Image: Who’s a Good Shopper, Klarna. Credit: 72andSunny
With consumers now given the option to buy now, pay later, Elizabeth Bennett explores how delayed payments have the potential to encourage shoppers to spend without considering the consequences to either their bank accounts or the planet.
Forget forking out the money for your clothes at the checkout, nowadays shopping online often means you can postpone paying for weeks and sometimes months. If you head to boohoo.com right now and choose the Ditsy Floral Ruffle Sundress (reduced from £22 to £16.50), you’ll be given three options to pay on the main product page and none involve spending any cash. “Pay £5.50 in 3 monthly installments with Klarna, pay £4.14 every two weeks with ClearPay or pay £2.75 every 6 weeks with LayBuy,” the buttons below the ‘select size’ bar flash at you.
Klarna, ClearPay and LayBuy are just some of the financial companies selling Buy Now Pay Later products (BNPL for short) which offer customers the chance to delay payments or spread out the cost of purchases. Over the last five years they have soared in popularity with payment processors Worldpay finding these schemes are growing at a rate of 39% a year.
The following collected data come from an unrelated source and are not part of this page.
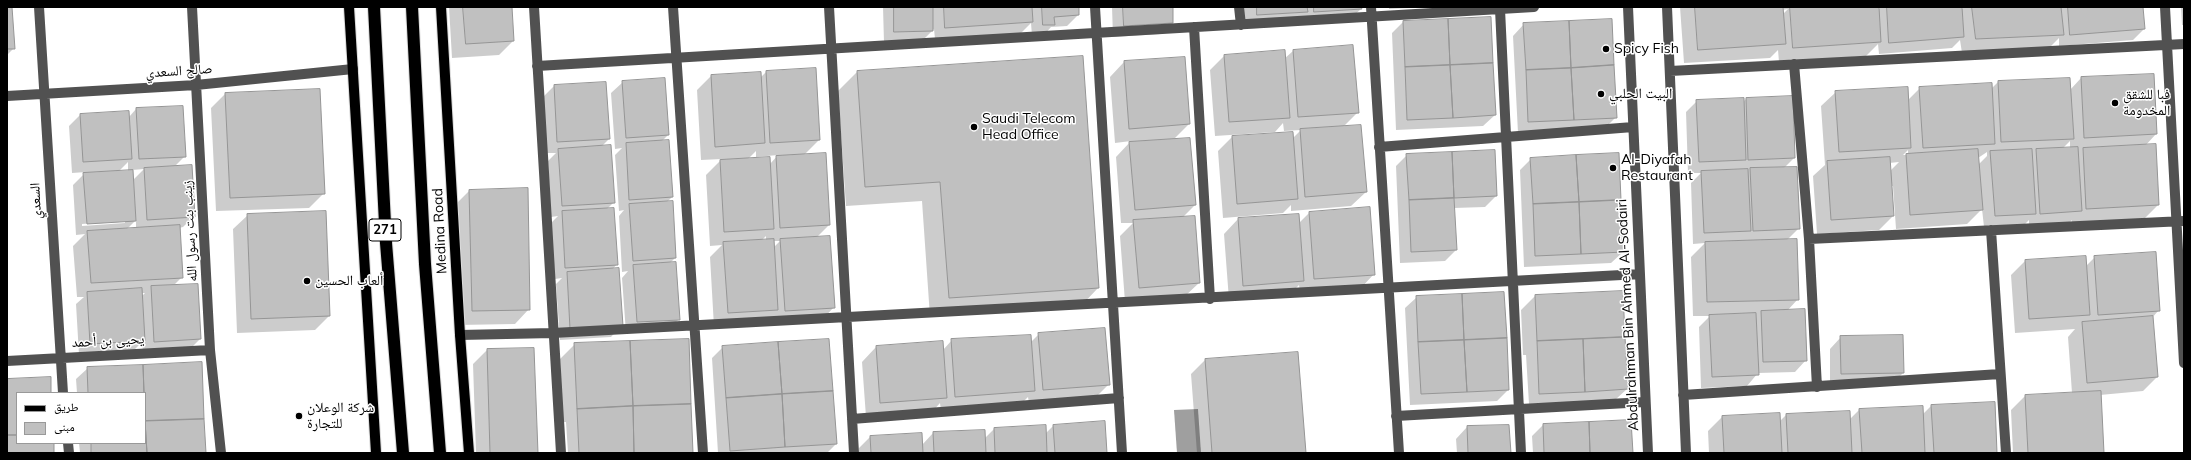 <!DOCTYPE html>
<html>
<head>
<meta charset="utf-8">
<style>
  body { margin:0 }
  #map { position:relative; width:2191px; height:460px; overflow:hidden; background:#fff; font-family:Mulish,"Noto Naskh Arabic",sans-serif }
  canvas { display:block }
  .frame { position:absolute; inset:0; border:8px solid #000; pointer-events:none }
  .legend { position:absolute; left:16px; top:392px; width:130px; height:52px; box-sizing:border-box; background:#fff; border:1px solid #999; margin:0; padding:5px 7px; list-style:none; font-size:12px; color:#000 }
  .legend li { display:flex; align-items:center; gap:8px; height:20px }
  .legend b { width:20px; border:1px solid #999 }
</style>
</head>
<body>
<div id="map">
<canvas width="2191" height="460"></canvas>
<div class="frame"></div>
<ul class="legend">
<li><b style="height:5px;background:#000"></b>طريق</li>
<li><b style="height:11px;background:#c0c0c0"></b>مبنى</li>
</ul>
</div>
<script>
const c = document.querySelector('canvas').getContext('2d');
c.lineJoin = 'round';
function fillPath(path, color) { c.fillStyle = color; c.fill(path, 'evenodd'); }
function stroke(path, color, width, dash) { c.strokeStyle = color; c.lineWidth = width; c.lineCap = dash ? 'butt' : 'round'; c.setLineDash(dash || []); c.stroke(path); }
function write(font, color, halo, rows, align = 'center') {
  c.font = font + ' Mulish,"Noto Naskh Arabic",sans-serif'; c.lineWidth = 3; c.setLineDash([]); c.textBaseline = 'middle'; c.strokeStyle = halo; c.fillStyle = color; for (const [text, x, y, turn = 0] of rows) {
    c.save(); c.translate(x, y); c.rotate((+turn || 0) * Math.PI / 180); c.textAlign = isNaN(turn) ? turn : align; if (halo) c.strokeText(text, 0, 0); c.fillText(text, 0, 0); c.restore();
  }
}
const water = new Path2D(`
  M1198,409L1201,453H1177L1174,410Z`);
const shadow = new Path2D(`
  M7,7H11L14,48L7,55Z
  M449,7H511L513,41L499,55L452,58Z
  M883,7H1078V15L1067,26L1051,27L1043,36H1032L1031,23L1021,33L935,39L934,29L921,42L884,43Z
  M1112,7H1172V23L1161,34L1113,37Z
  M1242,7H1360L1361,9L1349,20L1303,16L1292,26L1243,29Z
  M1389,7H1428L1389,9Z
  M1680,7H1878V10L1881,7H1961V10L1964,7H2142L2144,29L2133,40L2059,46V38L2048,49L1962,53L1960,40L1952,48L1879,54L1878,44L1866,56L1779,62L1778,50L1770,58L1684,63ZM1788,9L1783,14L1782,10Z
  M2181,7H2184V25H2182Z
  M1490,18L1495,115L1483,126L1396,130L1392,33L1403,22Z
  M1524,24L1616,117L1604,129L1518,133L1513,36Z
  M1353,46L1358,112L1343,127L1366,192L1351,206L1291,211V205L1283,213L1223,218L1218,151L1232,137L1293,138L1301,130L1284,131L1283,123L1275,132L1215,136L1210,70L1224,56L1284,51V59L1293,51Z
  M1124,62L1189,124L1173,140L1195,205L1182,218L1199,283L1184,297L1125,302L1120,236L1133,223H1121L1116,157L1131,141L1115,143L1110,77Z
  M766,72L819,140L803,156L829,225L816,238L834,307L820,322L714,327L710,257L722,245L710,246L706,175L722,159L701,160L697,90L711,76L760,78ZM756,151V157L778,155L770,164L748,159ZM766,236V240H762ZM773,241H780L773,248Z
  M857,72L1098,288L1080,307L930,317L922,201L846,206L838,91Z
  M2153,75L2156,134L2145,146L2158,205L2144,219L2072,223V220L2070,222L2029,225V220L2024,225L1984,227L1982,209L1967,224L1896,229L1893,186H1891L1893,216L1879,230L1817,234L1813,176L1825,165L1821,106L1836,92L1908,100L1920,88L1991,89L1998,82L2069,79L2070,90L2081,78ZM2070,141V148H2063ZM1908,150V155H1903ZM1987,152V156L1978,165V158ZM1899,162L1890,171L1889,163Z
  M623,82L668,135L661,142L672,197L666,203L675,258L669,264L679,319L667,331L626,333L622,278L628,271L622,272L619,216L624,210L619,211L615,155L622,148L615,149L611,93Z
  M605,83L609,139L601,147L614,202L607,209L617,264L612,270L622,325L611,337L560,340L556,284L562,278L555,279L551,223L558,216L551,217L548,161L556,153H547L543,97L554,86Z
  M225,94L324,193L309,208L216,211L211,108Z
  M1746,99L1794,158L1784,168L1799,228L1787,240L1798,299L1787,311L1806,360L1795,372L1758,373L1747,386L1701,388L1699,327L1710,316H1693L1691,257L1705,243L1693,244L1691,183L1701,173H1688L1686,112L1697,101L1743,102Z
  M136,109L185,156L174,167L194,216L183,227L179,228L182,277L173,286L200,339L189,350L143,353L142,342L132,352L79,355L76,304L84,297H77L73,246L85,234L76,235L73,185L86,172L72,173L69,126L80,115L129,112V117ZM128,162V171L118,172ZM144,169L132,181V170ZM136,220V229L126,230ZM125,221V223L82,226V224ZM141,293H145L141,297Z
  M1407,155L1496,196L1485,207L1454,208L1456,250L1445,261L1400,263L1396,166Z
  M1531,159L1623,252L1611,263L1524,267L1520,170Z
  M469,191L529,309L515,324L458,325L455,205Z
  M326,212L329,316L315,330L237,333L233,229L248,215Z
  M1309,213L1374,274L1360,289L1300,293L1299,285L1289,295L1229,300L1224,234L1238,219L1299,223Z
  M2095,257L2158,311L2152,318L2157,377L2143,391L2100,395L2103,453H2013L2011,410L2025,396L2072,393L2068,337L2075,329L2015,333L2011,275L2025,261L2086,266Z
  M1622,292L1627,389L1615,400L1529,404L1526,355H1523L1521,310L1535,296Z
  M1417,297L1508,390L1497,401L1410,405L1405,308Z
  M1039,334L1109,384L1094,399L1029,403L1028,397L1020,405L941,411L940,403L932,412L866,417L862,362L876,347L943,350L952,340L1031,342Z
  M1841,337L1903,373L1892,384L1830,385V349Z
  M575,344L693,453H568L566,422H563L560,359Z
  M723,347L836,444L827,453H718L712,358Z
  M487,350L537,453H476L473,364Z
  M1297,353L1305,453H1197L1191,374L1205,360Z
  M201,363L205,453H80L79,443H145V393H77L76,379L88,368Z
  M1931,406L1996,453H1709L1708,431L1722,417L1779,422L1786,415L1849,420L1859,410L1922,415Z
  M1054,425L1106,453H859V448L870,437L922,445L933,433L985,438L994,429L1045,426V434Z
  M1543,425L1632,453H1533L1532,436Z
  M1467,427L1510,453H1457L1456,439Z`);
const building = new Path2D(`
  M7,7H12L15,49H7Z
  M463,7H512L514,41L466,44Z
  M894,7H933V31L894,32Z
  M944,7H1032L1033,22L945,28Z
  M1042,7H1079V15L1054,17L1055,25H1043Z
  M1123,7H1173V23L1124,26Z
  M1257,7H1307L1308,12L1257,15Z
  M1314,7H1361L1362,9L1314,12Z
  M1695,7H1783L1786,44L1698,50Z
  M1790,7H1879L1881,42L1793,48Z
  M1887,7H1962L1964,37L1889,43Z
  M1972,7H2061L2064,35L1976,39Z
  M2068,7H2143L2145,29L2070,35Z
  M1491,17L1493,63L1450,65L1448,19Z
  M1448,19L1450,65L1405,67L1403,21Z
  M1612,19L1614,65L1571,68L1569,21Z
  M1569,21L1571,68L1526,70L1523,23Z
  M1353,45L1359,113L1298,117L1293,50Z
  M1285,50L1290,118L1229,122L1224,55Z
  M1083,56L1099,288L949,298L940,182L865,187L857,71Z
  M1185,57L1190,124L1129,129L1124,61Z
  M1493,63L1496,115L1453,118L1450,65Z
  M1450,65L1453,118L1407,120L1405,67Z
  M1614,65L1617,118L1574,120L1571,68Z
  M816,68L820,140L770,143L766,71Z
  M1571,68L1574,120L1528,122L1526,70Z
  M761,72L765,143L715,147L711,75Z
  M2154,74L2157,134L2084,138L2081,77Z
  M665,78L669,135L626,138L622,81Z
  M2070,78L2074,139L2001,142L1998,81Z
  M606,82L610,139L557,142L554,85Z
  M1992,83L1995,144L1923,148L1919,87Z
  M1908,87L1911,148L1839,152L1835,91Z
  M320,89L325,194L230,198L225,93Z
  M1793,96L1795,158L1748,160L1746,98Z
  M1744,98L1746,160L1699,162L1696,100Z
  M183,106L186,157L139,159L136,108Z
  M129,111L132,159L83,162L80,114Z
  M1361,125L1367,192L1305,197L1300,129Z
  M1293,132L1298,199L1237,204L1232,136Z
  M1190,138L1196,205L1135,210L1129,142Z
  M669,140L673,197L629,200L626,143Z
  M2156,144L2159,205L2086,209L2083,148Z
  M611,145L615,203L562,206L558,149Z
  M2078,147L2082,211L2040,214L2036,149Z
  M1978,149L1983,210L1910,215L1906,154Z
  M2032,149L2036,214L1995,216L1990,151Z
  M1495,150L1497,196L1454,198L1452,152Z
  M1452,152L1454,198L1409,200L1406,154Z
  M826,153L830,225L780,228L776,156Z
  M1619,153L1621,200L1579,202L1576,155Z
  M1576,155L1579,202L1533,204L1530,158Z
  M770,157L774,229L724,232L720,160Z
  M1890,157L1894,216L1831,220L1827,161Z
  M192,165L195,217L147,220L144,168Z
  M1797,167L1800,229L1753,231L1750,168Z
  M1748,169L1751,231L1704,233L1701,171Z
  M133,170L136,221L87,224L83,173Z
  M528,188L530,310L472,311L469,190Z
  M1454,198L1457,250L1411,252L1409,200Z
  M1621,200L1624,252L1581,254L1579,202Z
  M673,201L676,258L633,261L629,204Z
  M1579,202L1581,254L1535,256L1533,204Z
  M1370,207L1375,275L1314,279L1309,212Z
  M614,208L618,265L565,268L562,211Z
  M326,211L330,316L251,319L247,214Z
  M1299,214L1304,281L1243,286L1238,218Z
  M1195,216L1200,283L1139,288L1133,220Z
  M180,225L183,278L91,283L87,231Z
  M830,236L835,308L785,311L780,239Z
  M774,239L778,310L728,313L723,242Z
  M1797,239L1799,300L1707,302L1705,242Z
  M2156,252L2160,311L2098,315L2094,256Z
  M2086,256L2090,315L2029,319L2025,260Z
  M676,262L680,320L637,322L633,265Z
  M619,268L623,326L570,329L567,272Z
  M198,284L201,339L154,342L151,286Z
  M142,288L145,341L90,344L87,292Z
  M1623,291L1625,337L1537,341L1535,295Z
  M1504,292L1507,338L1464,340L1462,294Z
  M1462,294L1464,340L1418,342L1416,296Z
  M1805,309L1807,361L1763,362L1761,311Z
  M1756,313L1759,375L1712,377L1709,315Z
  M2153,316L2158,377L2087,383L2082,322Z
  M1105,328L1110,385L1043,390L1038,333Z
  M1031,335L1035,391L955,397L951,339Z
  M1903,335L1904,373L1841,374L1840,336Z
  M1625,337L1628,389L1585,392L1583,339Z
  M1507,338L1509,390L1467,392L1464,340Z
  M689,339L691,404L633,406L630,341Z
  M829,339L833,391L782,394L778,342Z
  M1583,339L1585,392L1539,394L1537,341Z
  M1464,340L1467,392L1421,394L1418,342Z
  M630,341L633,406L577,409L574,343Z
  M943,341L947,398L880,403L876,346Z
  M778,342L782,394L726,398L722,346Z
  M534,348L538,453H490L487,349Z
  M1298,352L1306,453H1212L1205,359Z
  M202,362L204,419L145,421L143,365Z
  M143,365L144,393H88L87,367Z
  M51,377V393H17V435H7V379Z
  M833,391L837,444L785,447L782,394Z
  M2101,391L2104,453H2028L2025,395Z
  M782,394L785,447L730,451L726,398Z
  M1995,402L1997,453H1934L1931,405Z
  M691,404L693,453H634L633,406Z
  M633,406L634,453H579L577,409Z
  M1923,406L1925,453H1862L1859,409Z
  M1850,411L1852,453H1788L1786,414Z
  M1780,413L1782,453H1724L1722,416Z
  M204,419L206,453H147L145,421Z
  M1631,420L1633,453H1590L1589,422Z
  M145,421L147,453H91V443H145Z
  M1105,421L1107,453H1055L1053,425Z
  M1589,422L1590,453H1544L1543,424Z
  M1046,425L1047,453H995L994,428Z
  M1509,425L1511,453H1468L1467,426Z
  M985,430L986,453H934L933,432Z
  M922,433L923,453H871L870,436Z
  M7,435H17V443H54V453H7Z`);
const minor = new Path2D(`
  M39,7L63,393
  M192,7L210,350L221,453
  M534,7L561,453
  M673,7L703,453
  M829,7L854,453
  M1095,7L1122,453
  M1239,7L1241,25
  M1371,7L1399,453
  M1628,7L1648,453
  M1667,7L1686,453
  M2165,7L2184,363
  M1500,9L1521,453
  M1194,27L1210,299
  M1794,64L1809,239L1817,387
  M537,66L1534,7
  M1670,71L2184,44
  M7,96L196,85L353,69
  M1379,147L1633,127
  M1991,230L2006,453
  M1809,239L2184,221
  M460,335L553,333L1640,274
  M7,361L210,350
  M1683,395L2000,374
  M1396,416L1645,402
  M852,419L1119,398
  M68,443L69,453`);
const major = new Path2D(`
  M349,7L376,453
  M441,7L460,335L469,453`);
const highway = new Path2D(`
  M374,7L386,243L403,453
  M412,7L425,264L440,453`);
const markers = [
  [1606,49,4,"#000"],
  [1601,94,4,"#000"],
  [2115,103,4,"#000"],
  [974,127,4,"#000"],
  [1613,168,4,"#000"],
  [307,281,4,"#000"],
  [299,416,4,"#000"]
];
const shields = [
  [385,230,32]
];
const shieldNames = [
  ["271",385,230]
];
const poiNames = [
  ["Spicy Fish",1614,49],
  ["البيت الحلبي",1609,94],
  ["فبا للشقق",2123,95],
  ["المخدومة",2123,111],
  ["Saudi Telecom",982,119],
  ["Head Office",982,135],
  ["Al-Diyafah",1621,160],
  ["Restaurant",1621,176],
  ["ألعاب الحسين",315,281],
  ["شركة الوعلان",307,408],
  ["للتجارة",307,424]
];
const streetNames = [
  ["صالح السعدي",179,71,-4],
  ["السعدي",36,201,-93],
  ["زينب بنت رسول الله",190,231,-93],
  ["Medina Road",440,231,-93],
  ["Abdulrahman Bin Ahmed Al-Sodairi",1628,315,-93],
  ["يحيى بن أحمد",108,341,-3]
];
fillPath(water, '#9f9f9f');
fillPath(shadow, '#0003');
fillPath(building, '#c0c0c0');
stroke(building, '#959595', 1);
stroke(major, '#dbdbdb', 12);
stroke(highway, '#dbdbdb', 14);
stroke(minor, '#515151', 10);
stroke(major, '#000', 10);
stroke(highway, '#000', 12);
for (const [x, y, r, color] of markers) { const dot = new Path2D(); dot.arc(x, y, r, 0, 2 * Math.PI); c.fillStyle = color; c.fill(dot); stroke(dot, '#fff', 1.5); }
for (const [x, y, w] of shields) { const box = new Path2D(); box.roundRect(x - w / 2, y - 11, w, 22, 3); c.fillStyle = '#fff'; c.fill(box); stroke(box, '#000', 1); }
write('bold 13px', '#000', null, shieldNames);
write('14px', '#000', '#fff', poiNames, 'left');
write('14px', '#000', '#fff', streetNames);
</script>
</body>
</html>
Looking at it in terms of consumption, BNPL schemes make it even easier for consumers to purchase clothes without much consideration. Often by simply entering an email you can complete your order and not worry about payment until further down the line. For fashion retailers, these payment plans are excellent for business with Klarna telling potential partners via its website: “A customer’s order value increases by 55% when shopping with instalments.” In fact, Comparethemarket.com research found that 40% of shoppers say these schemes encourage them to spend more than they usually would.